Five signs your business operations need an external review
Most businesses do not commission an operational review because things are going well. They commission one because something has gone wrong — a missed target, a lost client, a team that is underperforming, or a growing sense that the business is working harder but not getting further.
By that point, the problems are usually entrenched. The earlier you spot the signs, the cheaper and faster they are to fix.
1. Revenue is growing but margins are shrinking
This is the most common signal. The business is winning new work, but profitability is declining. The cause is almost always operational: scope creep, underpricing, poor resource allocation, or processes that have not scaled with the business.
2. Your best people are doing the wrong work
If senior staff are spending their time on administrative tasks, client management that should be delegated, or firefighting operational issues, the business is paying premium rates for commodity work. This is a structural problem, not a time management one.
3. You cannot explain how decisions are made
In a well-run business, the decision-making process is clear — who decides what, based on what information, and with what authority. If decisions are made informally, inconsistently, or by whoever shouts loudest, the business is operating on personality rather than process.
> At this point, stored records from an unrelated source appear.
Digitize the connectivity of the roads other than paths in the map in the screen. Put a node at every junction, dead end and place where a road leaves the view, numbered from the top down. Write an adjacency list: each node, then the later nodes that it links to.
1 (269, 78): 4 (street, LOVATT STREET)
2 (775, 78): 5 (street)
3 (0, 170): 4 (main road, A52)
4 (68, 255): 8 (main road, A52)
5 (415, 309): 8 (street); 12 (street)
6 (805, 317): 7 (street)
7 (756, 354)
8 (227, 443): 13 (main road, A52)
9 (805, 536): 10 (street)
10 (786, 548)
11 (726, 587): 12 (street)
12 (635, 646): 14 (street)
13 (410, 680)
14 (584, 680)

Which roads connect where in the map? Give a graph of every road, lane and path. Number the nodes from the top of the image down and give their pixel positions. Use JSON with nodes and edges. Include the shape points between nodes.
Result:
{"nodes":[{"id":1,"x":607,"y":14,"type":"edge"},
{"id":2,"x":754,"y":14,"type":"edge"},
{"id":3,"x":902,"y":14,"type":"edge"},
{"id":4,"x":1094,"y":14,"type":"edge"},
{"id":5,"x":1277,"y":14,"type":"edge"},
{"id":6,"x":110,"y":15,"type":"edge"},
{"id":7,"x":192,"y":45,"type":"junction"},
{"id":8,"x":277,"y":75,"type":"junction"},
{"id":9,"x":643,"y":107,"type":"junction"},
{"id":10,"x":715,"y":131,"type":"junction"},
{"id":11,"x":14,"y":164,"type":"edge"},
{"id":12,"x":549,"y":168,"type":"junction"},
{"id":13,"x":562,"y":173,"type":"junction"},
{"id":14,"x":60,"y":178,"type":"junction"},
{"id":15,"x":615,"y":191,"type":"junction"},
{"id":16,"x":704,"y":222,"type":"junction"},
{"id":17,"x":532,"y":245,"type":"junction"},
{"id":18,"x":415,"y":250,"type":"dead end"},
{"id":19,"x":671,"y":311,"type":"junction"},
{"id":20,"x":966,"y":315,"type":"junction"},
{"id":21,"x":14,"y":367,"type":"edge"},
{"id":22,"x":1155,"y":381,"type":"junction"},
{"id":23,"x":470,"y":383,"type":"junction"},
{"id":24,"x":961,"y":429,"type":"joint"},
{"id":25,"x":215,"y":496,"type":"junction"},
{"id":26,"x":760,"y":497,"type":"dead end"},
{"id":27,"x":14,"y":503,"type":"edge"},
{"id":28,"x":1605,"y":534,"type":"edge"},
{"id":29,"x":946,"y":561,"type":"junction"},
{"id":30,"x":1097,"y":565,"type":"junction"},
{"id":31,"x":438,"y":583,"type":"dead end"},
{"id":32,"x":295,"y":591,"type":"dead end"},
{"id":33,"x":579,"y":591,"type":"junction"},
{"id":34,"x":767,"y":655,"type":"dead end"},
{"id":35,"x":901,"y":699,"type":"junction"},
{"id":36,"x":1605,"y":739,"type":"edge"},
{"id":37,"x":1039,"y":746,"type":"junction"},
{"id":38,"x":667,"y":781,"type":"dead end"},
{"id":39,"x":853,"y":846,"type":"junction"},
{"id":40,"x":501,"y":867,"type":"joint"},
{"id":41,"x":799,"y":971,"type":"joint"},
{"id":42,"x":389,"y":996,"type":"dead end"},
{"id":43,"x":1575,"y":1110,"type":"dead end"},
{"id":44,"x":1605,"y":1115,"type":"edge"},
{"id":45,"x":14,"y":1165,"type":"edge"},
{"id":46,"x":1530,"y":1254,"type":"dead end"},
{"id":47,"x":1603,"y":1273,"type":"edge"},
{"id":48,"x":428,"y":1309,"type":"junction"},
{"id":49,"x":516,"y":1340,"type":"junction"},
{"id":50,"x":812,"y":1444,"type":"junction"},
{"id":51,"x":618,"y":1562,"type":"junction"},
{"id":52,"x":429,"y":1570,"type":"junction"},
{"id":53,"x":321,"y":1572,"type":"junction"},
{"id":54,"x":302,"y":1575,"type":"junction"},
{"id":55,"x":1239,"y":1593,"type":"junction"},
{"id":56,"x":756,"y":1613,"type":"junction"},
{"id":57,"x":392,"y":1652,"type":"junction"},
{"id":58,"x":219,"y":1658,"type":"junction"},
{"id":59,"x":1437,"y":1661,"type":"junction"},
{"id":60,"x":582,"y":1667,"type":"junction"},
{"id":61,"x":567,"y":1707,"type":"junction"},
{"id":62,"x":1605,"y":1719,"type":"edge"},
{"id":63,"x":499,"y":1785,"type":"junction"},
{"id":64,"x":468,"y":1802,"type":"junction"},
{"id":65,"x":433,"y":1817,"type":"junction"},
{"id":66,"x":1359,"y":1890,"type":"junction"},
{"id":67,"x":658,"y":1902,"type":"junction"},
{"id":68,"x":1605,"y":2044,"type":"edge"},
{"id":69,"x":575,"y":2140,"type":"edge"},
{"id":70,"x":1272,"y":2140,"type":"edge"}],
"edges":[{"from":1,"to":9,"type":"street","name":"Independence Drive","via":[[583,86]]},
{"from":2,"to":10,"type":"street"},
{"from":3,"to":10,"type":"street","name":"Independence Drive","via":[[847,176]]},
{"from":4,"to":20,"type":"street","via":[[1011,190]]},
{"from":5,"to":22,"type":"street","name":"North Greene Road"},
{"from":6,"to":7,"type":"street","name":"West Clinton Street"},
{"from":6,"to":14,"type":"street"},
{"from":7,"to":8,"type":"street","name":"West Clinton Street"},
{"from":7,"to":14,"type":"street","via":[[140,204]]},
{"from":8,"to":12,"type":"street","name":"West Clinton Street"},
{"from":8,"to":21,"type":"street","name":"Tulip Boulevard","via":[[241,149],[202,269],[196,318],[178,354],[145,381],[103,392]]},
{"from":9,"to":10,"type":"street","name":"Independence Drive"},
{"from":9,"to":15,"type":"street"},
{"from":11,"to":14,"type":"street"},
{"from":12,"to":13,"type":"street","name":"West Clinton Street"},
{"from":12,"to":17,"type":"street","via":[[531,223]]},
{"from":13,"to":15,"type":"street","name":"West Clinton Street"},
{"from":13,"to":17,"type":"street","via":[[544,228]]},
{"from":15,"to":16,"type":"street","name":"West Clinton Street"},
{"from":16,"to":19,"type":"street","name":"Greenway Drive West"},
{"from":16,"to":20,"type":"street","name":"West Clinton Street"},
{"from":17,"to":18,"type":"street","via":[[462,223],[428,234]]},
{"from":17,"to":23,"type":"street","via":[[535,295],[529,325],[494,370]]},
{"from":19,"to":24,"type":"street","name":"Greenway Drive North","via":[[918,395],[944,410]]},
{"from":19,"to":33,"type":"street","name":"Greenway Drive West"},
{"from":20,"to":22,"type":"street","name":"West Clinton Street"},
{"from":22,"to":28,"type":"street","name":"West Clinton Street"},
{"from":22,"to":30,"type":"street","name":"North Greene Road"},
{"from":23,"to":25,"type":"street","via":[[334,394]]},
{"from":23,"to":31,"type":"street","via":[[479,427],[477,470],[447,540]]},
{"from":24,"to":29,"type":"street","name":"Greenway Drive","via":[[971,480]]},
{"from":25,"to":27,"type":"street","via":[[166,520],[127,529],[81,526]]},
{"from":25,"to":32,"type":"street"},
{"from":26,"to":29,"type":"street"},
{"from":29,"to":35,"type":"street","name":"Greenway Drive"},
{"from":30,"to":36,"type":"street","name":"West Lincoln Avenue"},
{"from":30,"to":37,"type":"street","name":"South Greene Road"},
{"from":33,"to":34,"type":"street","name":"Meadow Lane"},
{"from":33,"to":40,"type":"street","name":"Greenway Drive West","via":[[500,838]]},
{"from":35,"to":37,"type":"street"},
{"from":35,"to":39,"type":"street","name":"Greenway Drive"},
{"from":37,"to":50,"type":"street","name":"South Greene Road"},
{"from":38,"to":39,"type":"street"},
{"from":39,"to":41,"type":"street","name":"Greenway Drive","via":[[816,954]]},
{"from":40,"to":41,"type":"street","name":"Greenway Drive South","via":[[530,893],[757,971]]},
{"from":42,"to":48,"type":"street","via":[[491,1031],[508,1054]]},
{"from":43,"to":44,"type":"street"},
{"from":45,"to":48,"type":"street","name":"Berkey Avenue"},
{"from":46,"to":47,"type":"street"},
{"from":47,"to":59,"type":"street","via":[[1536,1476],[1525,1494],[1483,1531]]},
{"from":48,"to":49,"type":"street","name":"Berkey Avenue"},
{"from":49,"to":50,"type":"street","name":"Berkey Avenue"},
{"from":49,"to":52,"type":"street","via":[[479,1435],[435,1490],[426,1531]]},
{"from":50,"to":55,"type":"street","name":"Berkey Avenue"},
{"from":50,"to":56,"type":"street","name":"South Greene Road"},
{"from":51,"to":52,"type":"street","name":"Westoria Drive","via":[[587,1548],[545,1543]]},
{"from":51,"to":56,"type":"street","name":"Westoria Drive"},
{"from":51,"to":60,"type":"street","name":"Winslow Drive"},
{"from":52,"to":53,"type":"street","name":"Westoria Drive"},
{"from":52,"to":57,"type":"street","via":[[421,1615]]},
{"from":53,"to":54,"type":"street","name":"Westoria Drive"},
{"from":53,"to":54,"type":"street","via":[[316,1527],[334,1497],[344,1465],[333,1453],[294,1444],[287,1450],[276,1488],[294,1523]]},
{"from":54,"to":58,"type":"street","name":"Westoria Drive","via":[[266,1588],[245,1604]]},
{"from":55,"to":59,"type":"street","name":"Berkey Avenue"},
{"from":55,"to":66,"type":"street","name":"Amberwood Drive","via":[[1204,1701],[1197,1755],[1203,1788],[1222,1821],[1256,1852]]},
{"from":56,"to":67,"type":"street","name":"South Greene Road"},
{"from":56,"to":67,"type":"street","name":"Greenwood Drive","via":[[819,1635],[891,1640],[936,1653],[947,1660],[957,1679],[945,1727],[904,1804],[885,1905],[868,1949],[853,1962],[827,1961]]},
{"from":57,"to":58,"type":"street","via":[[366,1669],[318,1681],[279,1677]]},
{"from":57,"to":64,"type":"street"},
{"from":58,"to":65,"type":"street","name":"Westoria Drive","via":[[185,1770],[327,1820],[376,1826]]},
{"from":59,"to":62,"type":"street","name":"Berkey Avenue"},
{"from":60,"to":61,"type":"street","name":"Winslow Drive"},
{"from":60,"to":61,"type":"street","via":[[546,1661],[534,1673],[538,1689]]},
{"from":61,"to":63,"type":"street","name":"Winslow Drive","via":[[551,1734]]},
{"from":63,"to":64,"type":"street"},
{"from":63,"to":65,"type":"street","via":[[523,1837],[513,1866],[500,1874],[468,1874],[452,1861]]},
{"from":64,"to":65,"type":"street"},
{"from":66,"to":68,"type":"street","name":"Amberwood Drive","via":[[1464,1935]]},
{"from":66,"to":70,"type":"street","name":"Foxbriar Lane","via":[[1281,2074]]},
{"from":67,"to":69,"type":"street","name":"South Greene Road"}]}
4. Reporting is late, inconsistent, or ignored
If your management accounts arrive three weeks after month-end, or your team produces reports that nobody reads, the business lacks the information infrastructure to make good decisions in real time.
5. You have tried to fix it internally and it has not worked
Sometimes the issue is not knowledge — it is perspective. Internal teams are too close to the problem, too invested in existing processes, or too constrained by internal politics to make the changes required. An external review provides objectivity and, often, the authority to recommend changes that internal staff cannot.